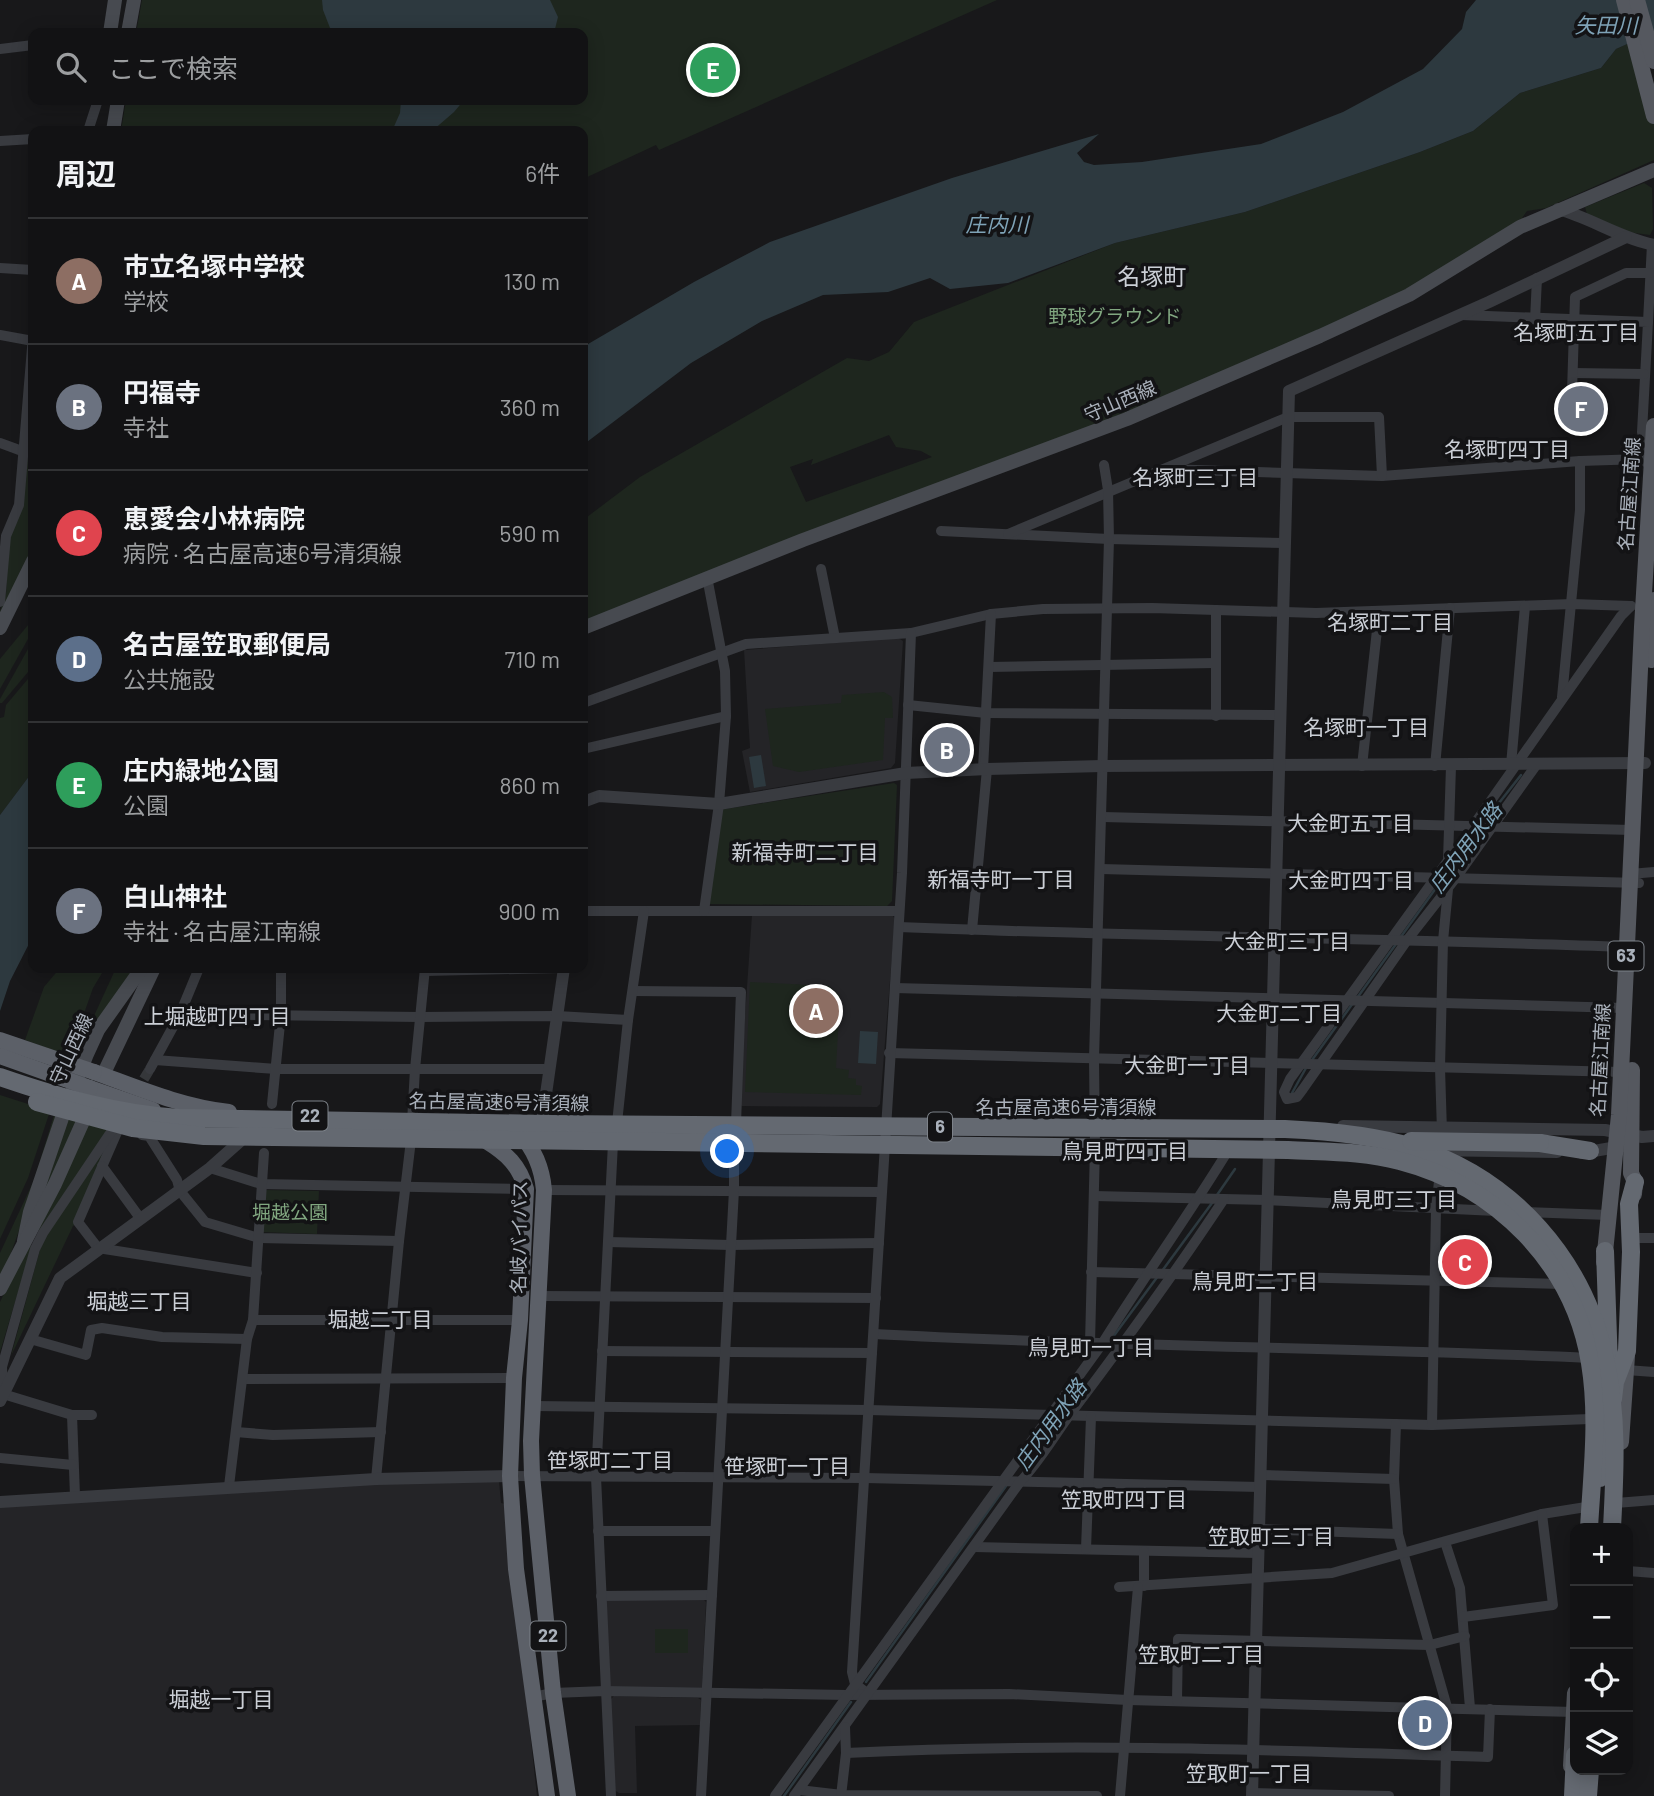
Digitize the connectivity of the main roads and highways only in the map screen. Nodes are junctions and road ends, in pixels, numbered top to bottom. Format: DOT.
graph roads {
  1 [pos="112,0"];
  2 [pos="134,0"];
  3 [pos="1624,0"];
  4 [pos="1637,0"];
  5 [pos="110,28"];
  6 [pos="129,28"];
  7 [pos="1654,61"];
  8 [pos="109,105"];
  9 [pos="117,105"];
  10 [pos="1654,116"];
  11 [pos="113,126"];
  12 [pos="114,126"];
  13 [pos="1654,170"];
  14 [pos="1654,426"];
  15 [pos="28,571"];
  16 [pos="1647,601"];
  17 [pos="588,625"];
  18 [pos="0,628"];
  19 [pos="1643,760"];
  20 [pos="1638,877"];
  21 [pos="138,973"];
  22 [pos="151,973"];
  23 [pos="0,1040"];
  24 [pos="0,1056"];
  25 [pos="99,1073"];
  26 [pos="0,1077"];
  27 [pos="0,1089"];
  28 [pos="93,1089"];
  29 [pos="479,1121"];
  30 [pos="1150,1122"];
  31 [pos="1631,1139"];
  32 [pos="540,1140"];
  33 [pos="486,1141"];
  34 [pos="565,1143"];
  35 [pos="878,1145"];
  36 [pos="1590,1151"];
  37 [pos="1635,1182"];
  38 [pos="1611,1189"];
  39 [pos="24,1241"];
  40 [pos="1605,1251"];
  41 [pos="0,1289"];
  42 [pos="1607,1444"];
  43 [pos="1587,1523"];
  44 [pos="1587,1523"];
  45 [pos="1598,1523"];
  46 [pos="1604,1523"];
  47 [pos="1613,1523"];
  48 [pos="1614,1523"];
  49 [pos="1572,1775"];
  50 [pos="1573,1775"];
  51 [pos="1582,1775"];
  52 [pos="1590,1775"];
  53 [pos="1597,1775"];
  54 [pos="547,1796"];
  55 [pos="568,1796"];
  56 [pos="1571,1796"];
  57 [pos="1580,1796"];
  58 [pos="1588,1796"];
  59 [pos="1595,1796"];
  1 -- 5 [label="main road"];
  2 -- 6 [label="main road"];
  3 -- 10 [label="main road"];
  4 -- 7 [label="main road"];
  8 -- 11 [label="main road"];
  9 -- 12 [label="main road"];
  13 -- 17 [label="main road, 守山西線"];
  14 -- 16 [label="main road, 名古屋江南線 / 63"];
  15 -- 18 [label="main road"];
  16 -- 19 [label="main road, 名古屋江南線 / 63"];
  19 -- 20 [label="main road, 名古屋江南線 / 63"];
  19 -- 20 [label="main road, 名古屋江南線 / 63"];
  20 -- 31 [label="main road, 名古屋江南線 / 63"];
  20 -- 31 [label="main road, 名古屋江南線 / 63"];
  21 -- 39 [label="main road, 守山西線"];
  22 -- 25 [label="main road"];
  23 -- 25 [label="highway, 22, bridge"];
  24 -- 28 [label="highway, 22, bridge"];
  25 -- 29 [label="highway, 22"];
  26 -- 29 [label="highway, 名古屋高速6号清須線 / 6, bridge"];
  27 -- 35 [label="highway, 名古屋高速6号清須線 / 6, bridge"];
  28 -- 33 [label="highway, 22"];
  28 -- 39 [label="main road"];
  29 -- 30 [label="highway, bridge"];
  29 -- 32 [label="highway, 22"];
  29 -- 47 [label="highway, 名古屋高速6号清須線 / 6, bridge"];
  31 -- 37 [label="main road, 名古屋江南線 / 63"];
  31 -- 38 [label="main road, 名古屋江南線 / 63"];
  32 -- 33 [label="highway"];
  32 -- 34 [label="highway"];
  32 -- 55 [label="highway, 名岐バイパス / 22"];
  33 -- 54 [label="highway, 名岐バイパス / 22"];
  35 -- 36 [label="highway, bridge"];
  35 -- 43 [label="highway, 名古屋高速6号清須線 / 6, bridge"];
  36 -- 38 [label="main road"];
  37 -- 42 [label="highway"];
  37 -- 48 [label="main road, 名古屋江南線 / 63"];
  38 -- 40 [label="main road, 名古屋江南線 / 63"];
  39 -- 41 [label="main road"];
  40 -- 42 [label="highway"];
  40 -- 44 [label="main road, 名古屋江南線 / 63"];
  42 -- 45 [label="highway"];
  42 -- 46 [label="highway"];
  49 -- 56 [label="main road"];
  50 -- 56 [label="highway"];
  51 -- 57 [label="highway"];
  52 -- 58 [label="highway"];
  53 -- 59 [label="highway"];
}
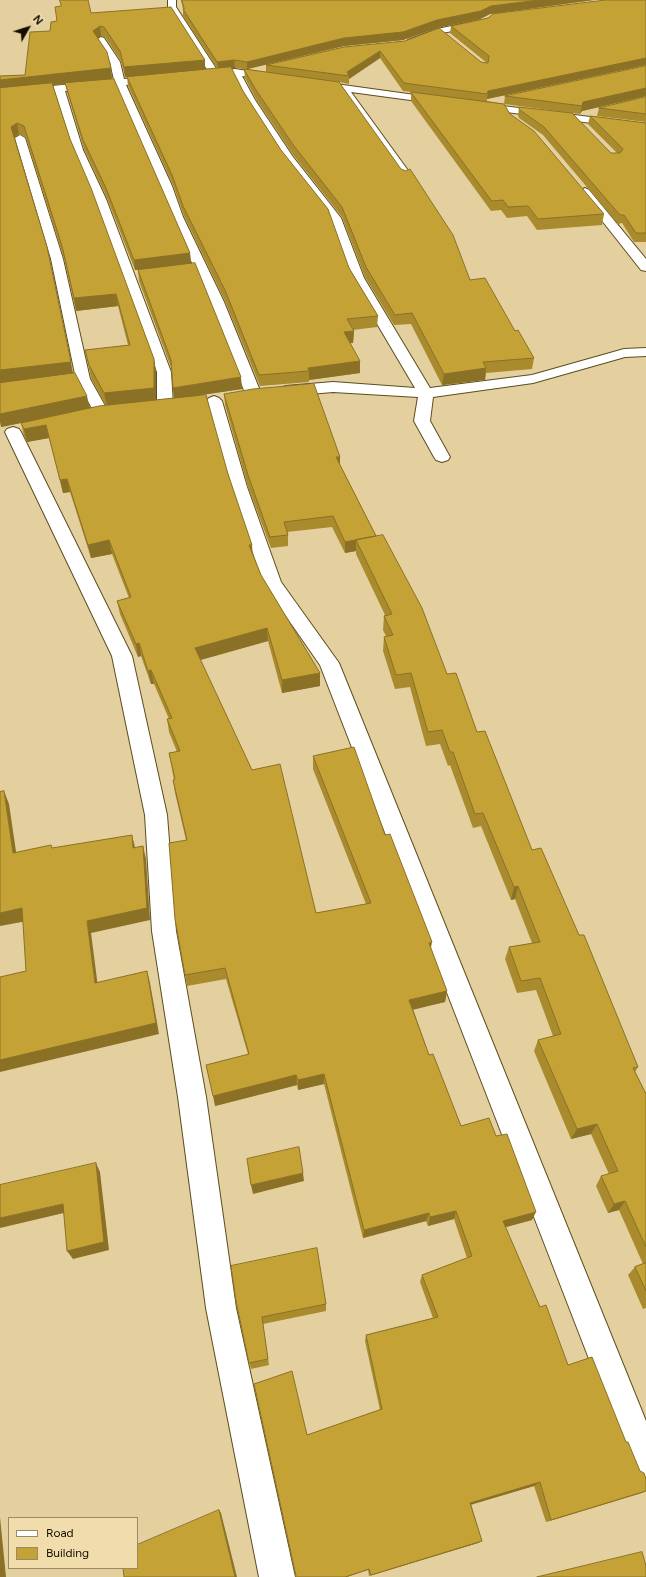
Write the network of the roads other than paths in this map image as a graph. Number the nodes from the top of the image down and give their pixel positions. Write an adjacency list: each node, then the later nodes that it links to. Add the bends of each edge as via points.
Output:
1 (172, 0): 9 (street, via 172,7)
2 (490, 18): 3 (street, via 484,22)
3 (440, 31): 4 (street); 6 (street)
4 (450, 39)
5 (101, 40): 14 (street, via 116,62)
6 (404, 44)
7 (267, 67): 8 (street)
8 (240, 72): 9 (street); 12 (street); 37 (street, via 250,100 289,160 335,218 357,278)
9 (214, 73): 10 (street)
10 (190, 76)
11 (167, 78): 14 (street)
12 (282, 79)
13 (304, 82): 15 (street)
14 (120, 83): 16 (street); 30 (street)
15 (343, 88): 18 (street); 27 (street)
16 (59, 89): 17 (street); 33 (street, via 78,150)
17 (0, 94)
18 (452, 102)
19 (471, 105): 20 (street)
20 (507, 105): 22 (street); 23 (street)
21 (602, 110): 22 (street)
22 (573, 117): 24 (street); 25 (street)
23 (514, 121)
24 (646, 127)
25 (588, 132)
26 (20, 138): 35 (street, via 57,259)
27 (406, 176)
28 (579, 186): 29 (street)
29 (646, 267)
30 (201, 268): 31 (street); 38 (street, via 217,302)
31 (187, 270)
32 (143, 275): 33 (street)
33 (129, 277): 39 (street, via 164,372)
34 (646, 352): 37 (street, via 624,353 533,380)
35 (83, 379): 36 (street); 40 (street)
36 (68, 381)
37 (426, 393): 38 (street, via 333,387); 42 (street, via 422,421)
38 (240, 397): 43 (street, via 239,487 272,583 329,663)
39 (165, 406)
40 (100, 414)
41 (14, 432): 44 (street, via 122,656 156,814 164,931 192,1097 221,1308)
42 (442, 457)
43 (646, 1462)
44 (277, 1577)

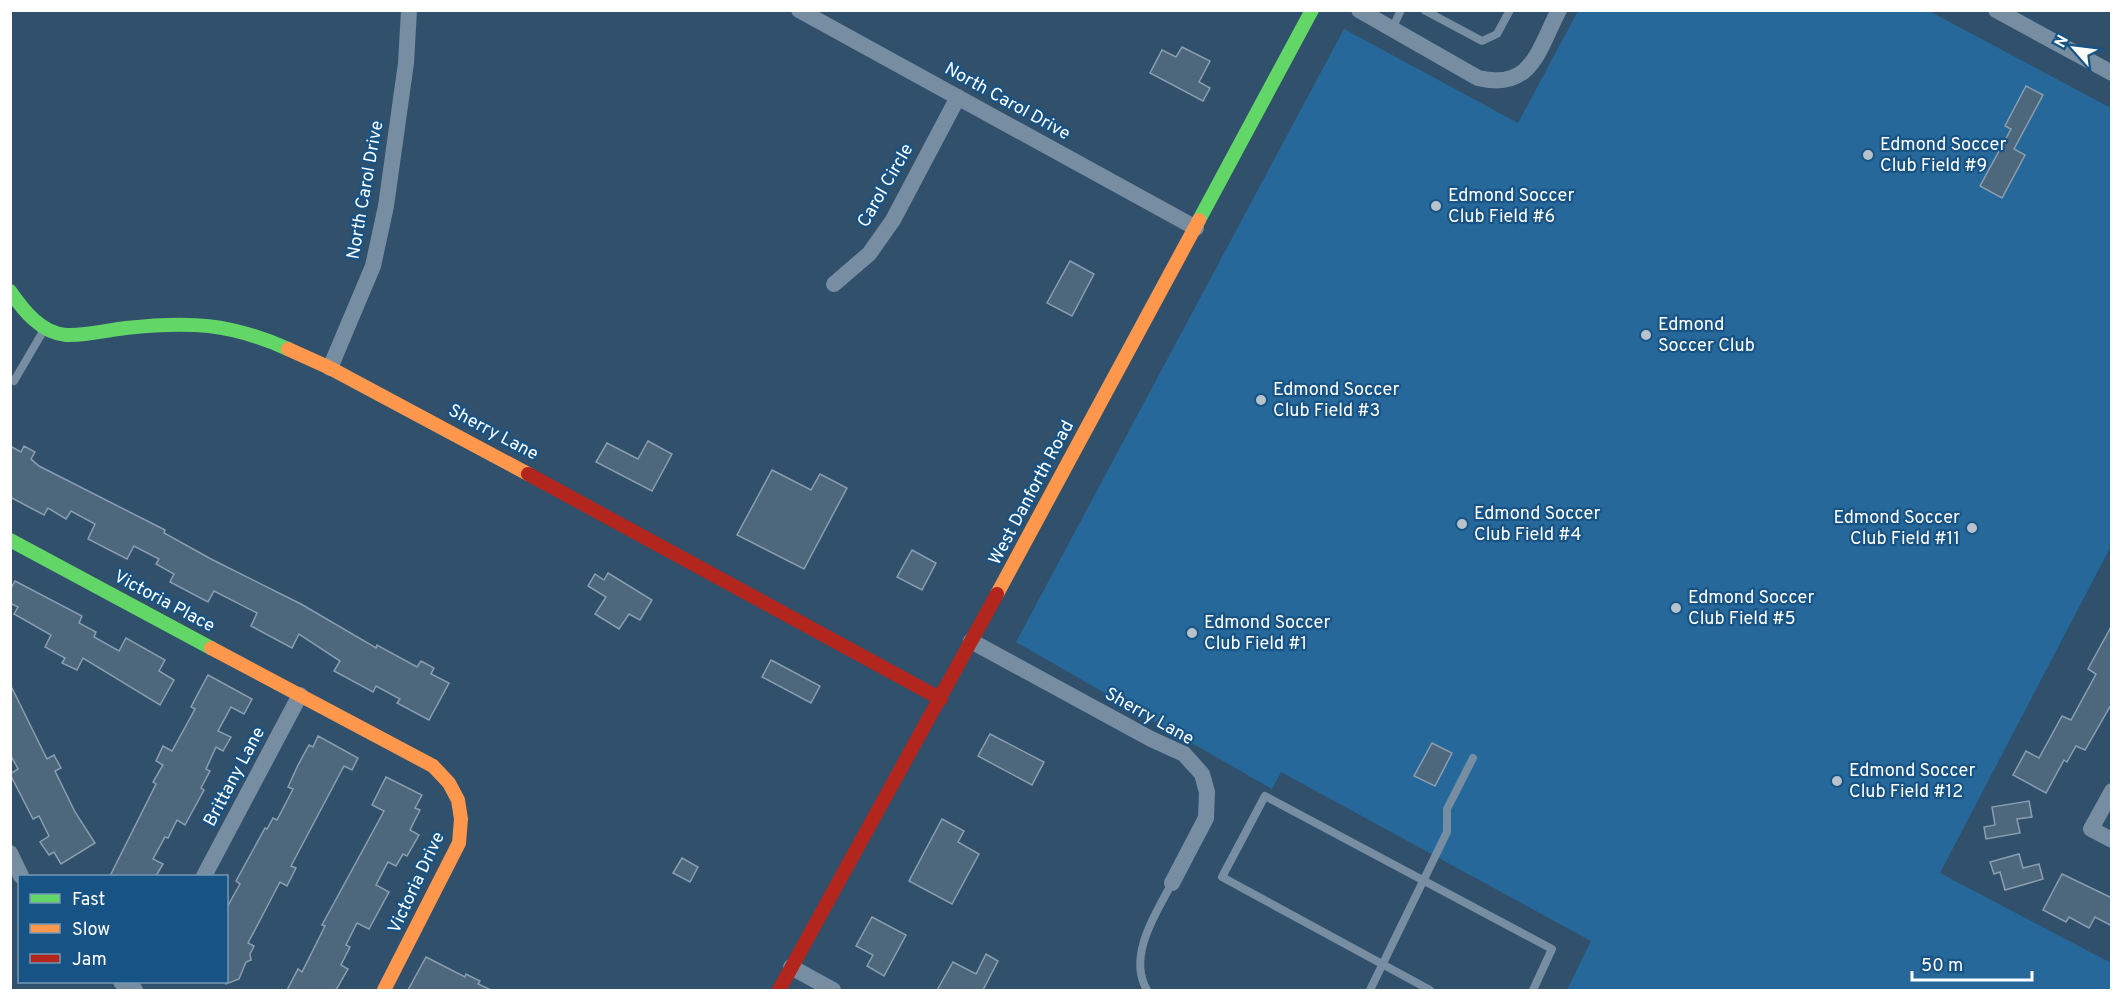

*Required work*
Looking at the records above, say how many lines hold the string "graph". Write nothing but the number.

*Result for this task*
2